(Collected data entries)
╔══
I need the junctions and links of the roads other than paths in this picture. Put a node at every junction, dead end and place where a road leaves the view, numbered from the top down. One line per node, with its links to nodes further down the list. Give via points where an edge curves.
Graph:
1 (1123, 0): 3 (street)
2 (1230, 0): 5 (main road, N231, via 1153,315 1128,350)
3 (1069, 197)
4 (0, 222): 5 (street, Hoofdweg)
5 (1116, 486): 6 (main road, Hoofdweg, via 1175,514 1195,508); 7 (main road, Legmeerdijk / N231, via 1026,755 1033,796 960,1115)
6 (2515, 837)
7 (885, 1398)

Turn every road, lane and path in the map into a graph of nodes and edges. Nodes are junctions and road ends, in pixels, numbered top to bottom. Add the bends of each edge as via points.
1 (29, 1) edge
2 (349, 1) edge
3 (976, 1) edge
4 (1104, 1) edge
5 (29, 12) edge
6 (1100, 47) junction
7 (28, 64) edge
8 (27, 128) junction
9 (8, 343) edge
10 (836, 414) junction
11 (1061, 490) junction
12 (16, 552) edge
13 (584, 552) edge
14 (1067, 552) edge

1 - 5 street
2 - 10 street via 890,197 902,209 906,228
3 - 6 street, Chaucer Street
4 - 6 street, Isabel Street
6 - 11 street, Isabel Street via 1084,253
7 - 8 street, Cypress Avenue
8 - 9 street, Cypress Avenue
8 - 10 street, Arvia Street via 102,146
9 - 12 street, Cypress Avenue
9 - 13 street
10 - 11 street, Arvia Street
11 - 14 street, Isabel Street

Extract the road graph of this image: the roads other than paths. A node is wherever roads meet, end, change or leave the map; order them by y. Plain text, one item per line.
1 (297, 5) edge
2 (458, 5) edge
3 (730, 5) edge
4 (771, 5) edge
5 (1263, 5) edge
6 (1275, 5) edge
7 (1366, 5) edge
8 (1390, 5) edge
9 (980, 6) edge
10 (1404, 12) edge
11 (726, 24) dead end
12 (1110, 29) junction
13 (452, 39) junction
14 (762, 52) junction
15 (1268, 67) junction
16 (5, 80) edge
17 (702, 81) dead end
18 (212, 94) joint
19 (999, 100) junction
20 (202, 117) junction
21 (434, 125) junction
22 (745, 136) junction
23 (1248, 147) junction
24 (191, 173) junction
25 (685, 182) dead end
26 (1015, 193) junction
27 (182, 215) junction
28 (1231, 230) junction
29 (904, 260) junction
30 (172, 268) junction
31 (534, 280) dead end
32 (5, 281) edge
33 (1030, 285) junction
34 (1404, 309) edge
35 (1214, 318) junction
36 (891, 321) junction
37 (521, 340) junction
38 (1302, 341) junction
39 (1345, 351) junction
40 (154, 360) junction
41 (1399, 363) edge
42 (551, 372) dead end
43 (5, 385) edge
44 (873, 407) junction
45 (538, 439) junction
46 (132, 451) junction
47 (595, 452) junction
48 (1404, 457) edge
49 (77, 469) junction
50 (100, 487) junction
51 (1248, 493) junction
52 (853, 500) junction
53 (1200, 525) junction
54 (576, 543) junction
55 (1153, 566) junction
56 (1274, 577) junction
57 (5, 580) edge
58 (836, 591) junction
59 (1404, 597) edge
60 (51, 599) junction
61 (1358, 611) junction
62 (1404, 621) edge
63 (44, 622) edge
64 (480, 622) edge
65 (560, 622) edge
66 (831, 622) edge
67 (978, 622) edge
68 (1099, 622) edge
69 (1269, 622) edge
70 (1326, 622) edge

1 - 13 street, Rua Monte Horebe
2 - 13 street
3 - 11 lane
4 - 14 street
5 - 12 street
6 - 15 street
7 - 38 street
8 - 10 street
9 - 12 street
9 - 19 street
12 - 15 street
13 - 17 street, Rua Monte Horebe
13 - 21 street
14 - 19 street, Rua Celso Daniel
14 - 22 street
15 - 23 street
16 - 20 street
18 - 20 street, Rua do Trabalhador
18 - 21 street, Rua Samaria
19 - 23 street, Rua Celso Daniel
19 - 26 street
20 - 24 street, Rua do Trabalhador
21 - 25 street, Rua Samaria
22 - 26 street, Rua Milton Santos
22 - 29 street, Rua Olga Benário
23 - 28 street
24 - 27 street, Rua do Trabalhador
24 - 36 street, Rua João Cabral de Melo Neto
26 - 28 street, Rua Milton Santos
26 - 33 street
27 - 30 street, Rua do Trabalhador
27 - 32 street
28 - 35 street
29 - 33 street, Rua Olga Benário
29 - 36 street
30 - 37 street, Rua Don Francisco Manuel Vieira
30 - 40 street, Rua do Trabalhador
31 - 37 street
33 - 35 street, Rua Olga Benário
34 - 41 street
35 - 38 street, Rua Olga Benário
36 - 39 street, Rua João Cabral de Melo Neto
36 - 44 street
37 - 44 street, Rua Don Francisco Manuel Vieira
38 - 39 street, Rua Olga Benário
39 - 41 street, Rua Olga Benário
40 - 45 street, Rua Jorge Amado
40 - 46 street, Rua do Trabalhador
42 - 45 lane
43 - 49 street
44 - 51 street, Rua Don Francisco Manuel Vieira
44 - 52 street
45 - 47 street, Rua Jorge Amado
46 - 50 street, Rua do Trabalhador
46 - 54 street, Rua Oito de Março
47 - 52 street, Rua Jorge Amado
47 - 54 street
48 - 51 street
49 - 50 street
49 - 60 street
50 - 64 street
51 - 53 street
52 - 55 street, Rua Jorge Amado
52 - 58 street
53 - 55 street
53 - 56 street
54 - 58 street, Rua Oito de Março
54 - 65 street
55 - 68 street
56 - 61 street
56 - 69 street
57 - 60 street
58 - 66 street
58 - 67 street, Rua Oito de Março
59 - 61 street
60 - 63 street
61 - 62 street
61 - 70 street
╚══
- What you have to do
The entries above need to be repeated in full, exactly as written.

- The completed task
I need the junctions and links of the roads other than paths in this picture. Put a node at every junction, dead end and place where a road leaves the view, numbered from the top down. One line per node, with its links to nodes further down the list. Give via points where an edge curves.
Graph:
1 (1123, 0): 3 (street)
2 (1230, 0): 5 (main road, N231, via 1153,315 1128,350)
3 (1069, 197)
4 (0, 222): 5 (street, Hoofdweg)
5 (1116, 486): 6 (main road, Hoofdweg, via 1175,514 1195,508); 7 (main road, Legmeerdijk / N231, via 1026,755 1033,796 960,1115)
6 (2515, 837)
7 (885, 1398)

Turn every road, lane and path in the map into a graph of nodes and edges. Nodes are junctions and road ends, in pixels, numbered top to bottom. Add the bends of each edge as via points.
1 (29, 1) edge
2 (349, 1) edge
3 (976, 1) edge
4 (1104, 1) edge
5 (29, 12) edge
6 (1100, 47) junction
7 (28, 64) edge
8 (27, 128) junction
9 (8, 343) edge
10 (836, 414) junction
11 (1061, 490) junction
12 (16, 552) edge
13 (584, 552) edge
14 (1067, 552) edge

1 - 5 street
2 - 10 street via 890,197 902,209 906,228
3 - 6 street, Chaucer Street
4 - 6 street, Isabel Street
6 - 11 street, Isabel Street via 1084,253
7 - 8 street, Cypress Avenue
8 - 9 street, Cypress Avenue
8 - 10 street, Arvia Street via 102,146
9 - 12 street, Cypress Avenue
9 - 13 street
10 - 11 street, Arvia Street
11 - 14 street, Isabel Street

Extract the road graph of this image: the roads other than paths. A node is wherever roads meet, end, change or leave the map; order them by y. Plain text, one item per line.
1 (297, 5) edge
2 (458, 5) edge
3 (730, 5) edge
4 (771, 5) edge
5 (1263, 5) edge
6 (1275, 5) edge
7 (1366, 5) edge
8 (1390, 5) edge
9 (980, 6) edge
10 (1404, 12) edge
11 (726, 24) dead end
12 (1110, 29) junction
13 (452, 39) junction
14 (762, 52) junction
15 (1268, 67) junction
16 (5, 80) edge
17 (702, 81) dead end
18 (212, 94) joint
19 (999, 100) junction
20 (202, 117) junction
21 (434, 125) junction
22 (745, 136) junction
23 (1248, 147) junction
24 (191, 173) junction
25 (685, 182) dead end
26 (1015, 193) junction
27 (182, 215) junction
28 (1231, 230) junction
29 (904, 260) junction
30 (172, 268) junction
31 (534, 280) dead end
32 (5, 281) edge
33 (1030, 285) junction
34 (1404, 309) edge
35 (1214, 318) junction
36 (891, 321) junction
37 (521, 340) junction
38 (1302, 341) junction
39 (1345, 351) junction
40 (154, 360) junction
41 (1399, 363) edge
42 (551, 372) dead end
43 (5, 385) edge
44 (873, 407) junction
45 (538, 439) junction
46 (132, 451) junction
47 (595, 452) junction
48 (1404, 457) edge
49 (77, 469) junction
50 (100, 487) junction
51 (1248, 493) junction
52 (853, 500) junction
53 (1200, 525) junction
54 (576, 543) junction
55 (1153, 566) junction
56 (1274, 577) junction
57 (5, 580) edge
58 (836, 591) junction
59 (1404, 597) edge
60 (51, 599) junction
61 (1358, 611) junction
62 (1404, 621) edge
63 (44, 622) edge
64 (480, 622) edge
65 (560, 622) edge
66 (831, 622) edge
67 (978, 622) edge
68 (1099, 622) edge
69 (1269, 622) edge
70 (1326, 622) edge

1 - 13 street, Rua Monte Horebe
2 - 13 street
3 - 11 lane
4 - 14 street
5 - 12 street
6 - 15 street
7 - 38 street
8 - 10 street
9 - 12 street
9 - 19 street
12 - 15 street
13 - 17 street, Rua Monte Horebe
13 - 21 street
14 - 19 street, Rua Celso Daniel
14 - 22 street
15 - 23 street
16 - 20 street
18 - 20 street, Rua do Trabalhador
18 - 21 street, Rua Samaria
19 - 23 street, Rua Celso Daniel
19 - 26 street
20 - 24 street, Rua do Trabalhador
21 - 25 street, Rua Samaria
22 - 26 street, Rua Milton Santos
22 - 29 street, Rua Olga Benário
23 - 28 street
24 - 27 street, Rua do Trabalhador
24 - 36 street, Rua João Cabral de Melo Neto
26 - 28 street, Rua Milton Santos
26 - 33 street
27 - 30 street, Rua do Trabalhador
27 - 32 street
28 - 35 street
29 - 33 street, Rua Olga Benário
29 - 36 street
30 - 37 street, Rua Don Francisco Manuel Vieira
30 - 40 street, Rua do Trabalhador
31 - 37 street
33 - 35 street, Rua Olga Benário
34 - 41 street
35 - 38 street, Rua Olga Benário
36 - 39 street, Rua João Cabral de Melo Neto
36 - 44 street
37 - 44 street, Rua Don Francisco Manuel Vieira
38 - 39 street, Rua Olga Benário
39 - 41 street, Rua Olga Benário
40 - 45 street, Rua Jorge Amado
40 - 46 street, Rua do Trabalhador
42 - 45 lane
43 - 49 street
44 - 51 street, Rua Don Francisco Manuel Vieira
44 - 52 street
45 - 47 street, Rua Jorge Amado
46 - 50 street, Rua do Trabalhador
46 - 54 street, Rua Oito de Março
47 - 52 street, Rua Jorge Amado
47 - 54 street
48 - 51 street
49 - 50 street
49 - 60 street
50 - 64 street
51 - 53 street
52 - 55 street, Rua Jorge Amado
52 - 58 street
53 - 55 street
53 - 56 street
54 - 58 street, Rua Oito de Março
54 - 65 street
55 - 68 street
56 - 61 street
56 - 69 street
57 - 60 street
58 - 66 street
58 - 67 street, Rua Oito de Março
59 - 61 street
60 - 63 street
61 - 62 street
61 - 70 street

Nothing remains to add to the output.